What Happens To BERT Embeddings During Fine-tuning?
Amil Merchant, Elahe Rahimtoroghi, Ellie Pavlick, Ian Tenney
TL;DR
The paper probes how BERT representations evolve during fine-tuning for dependency parsing, MNLI, and SQuAD using edge and structural probing, Representational Similarity Analysis (RSA), and layer ablations. It finds no catastrophic forgetting of linguistic features from pre-training, with changes concentrated in the top layers and varying depth depending on the task (deep reconfiguration for parsing, shallower changes for MNLI and SQuAD). RSA and ablations reveal that in-domain inputs drive most changes, while out-of-domain sentences remain close to the pre-trained representations, suggesting limited generalization shifts. Overall, fine-tuning is a conservative adaptation that preserves linguistic information while selectively reconfiguring the encoder, highlighting both the strength and potential limits of standard transfer procedures.
Abstract
While there has been much recent work studying how linguistic information is encoded in pre-trained sentence representations, comparatively little is understood about how these models change when adapted to solve downstream tasks. Using a suite of analysis techniques (probing classifiers, Representational Similarity Analysis, and model ablations), we investigate how fine-tuning affects the representations of the BERT model.
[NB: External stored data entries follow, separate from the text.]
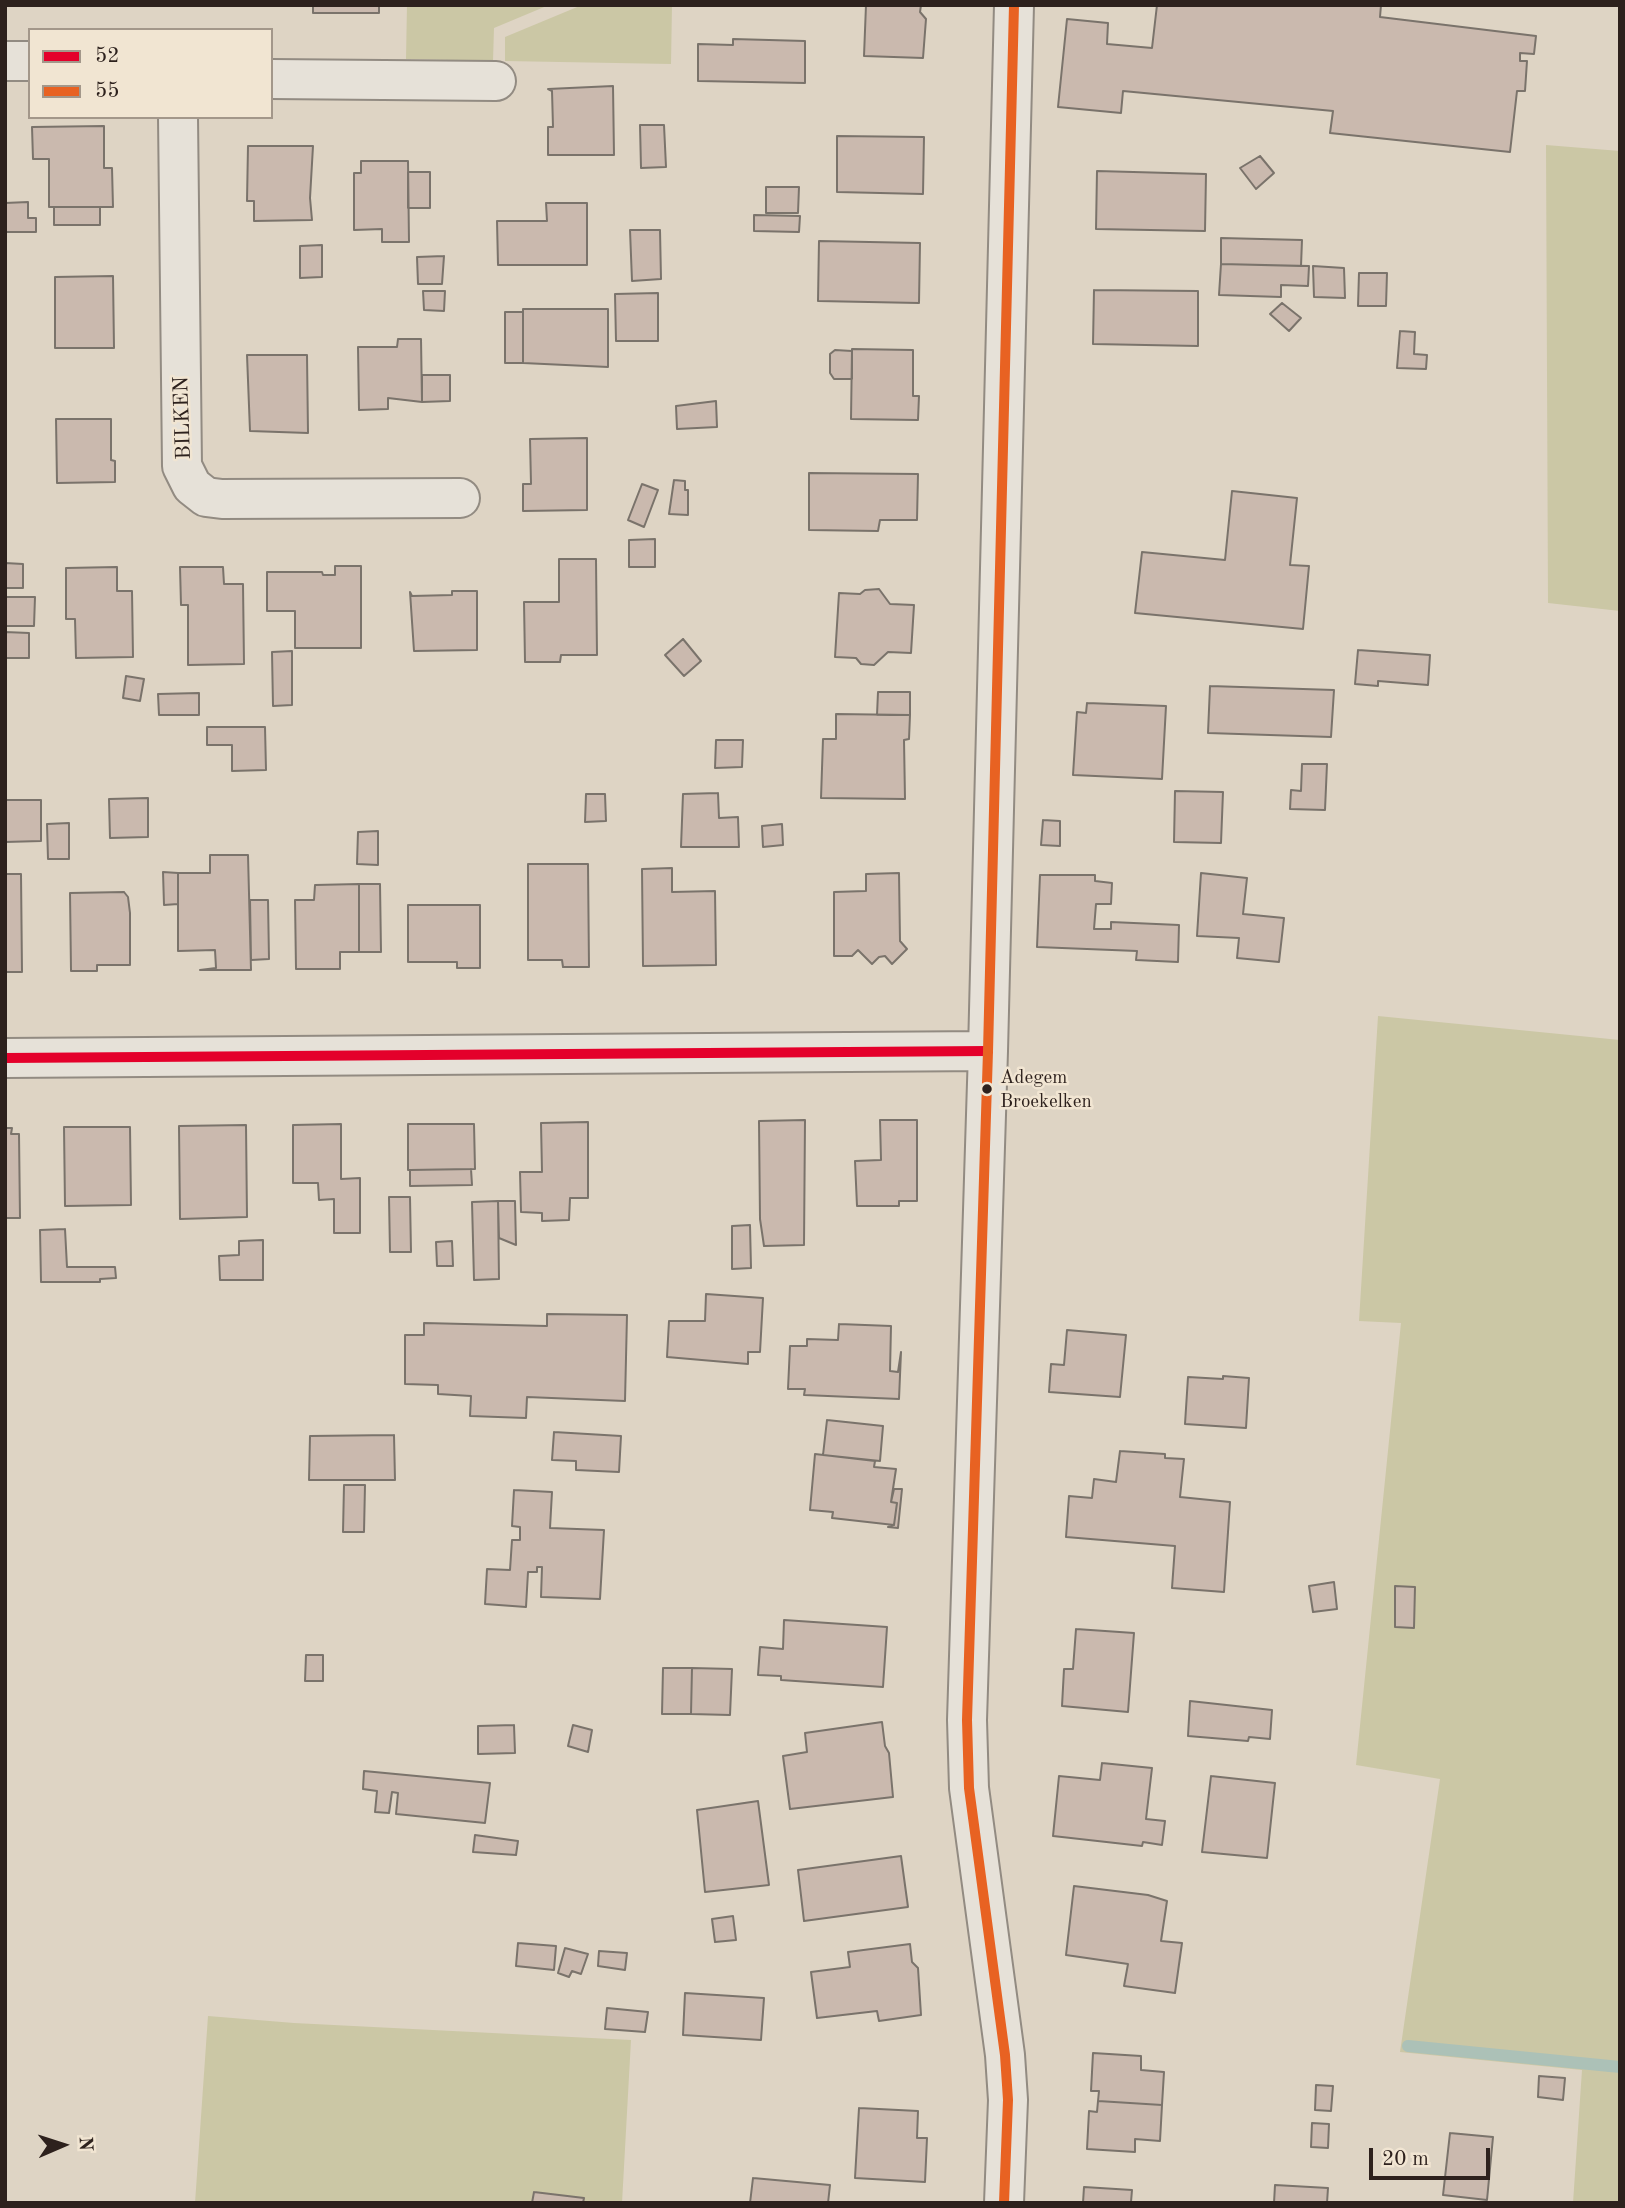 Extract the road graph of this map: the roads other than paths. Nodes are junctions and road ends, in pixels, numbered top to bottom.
1 (1014, 5) edge
2 (5, 61) edge
3 (28, 61) edge
4 (273, 79) edge
5 (495, 81) dead end
6 (178, 119) edge
7 (460, 498) dead end
8 (988, 1051) junction
9 (5, 1058) edge
10 (1004, 2203) edge

1 - 8 street
2 - 3 street
4 - 5 street
6 - 7 street, BILKEN
8 - 9 street
8 - 10 street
We find that while fine-tuning necessarily makes significant changes, it does not lead to catastrophic forgetting of linguistic phenomena. We instead find that fine-tuning primarily affects the top layers of BERT, but with noteworthy variation across tasks. In particular, dependency parsing reconfigures most of the model, whereas SQuAD and MNLI appear to involve much shallower processing. Finally, we also find that fine-tuning has a weaker effect on representations of out-of-domain sentences, suggesting room for improvement in model generalization.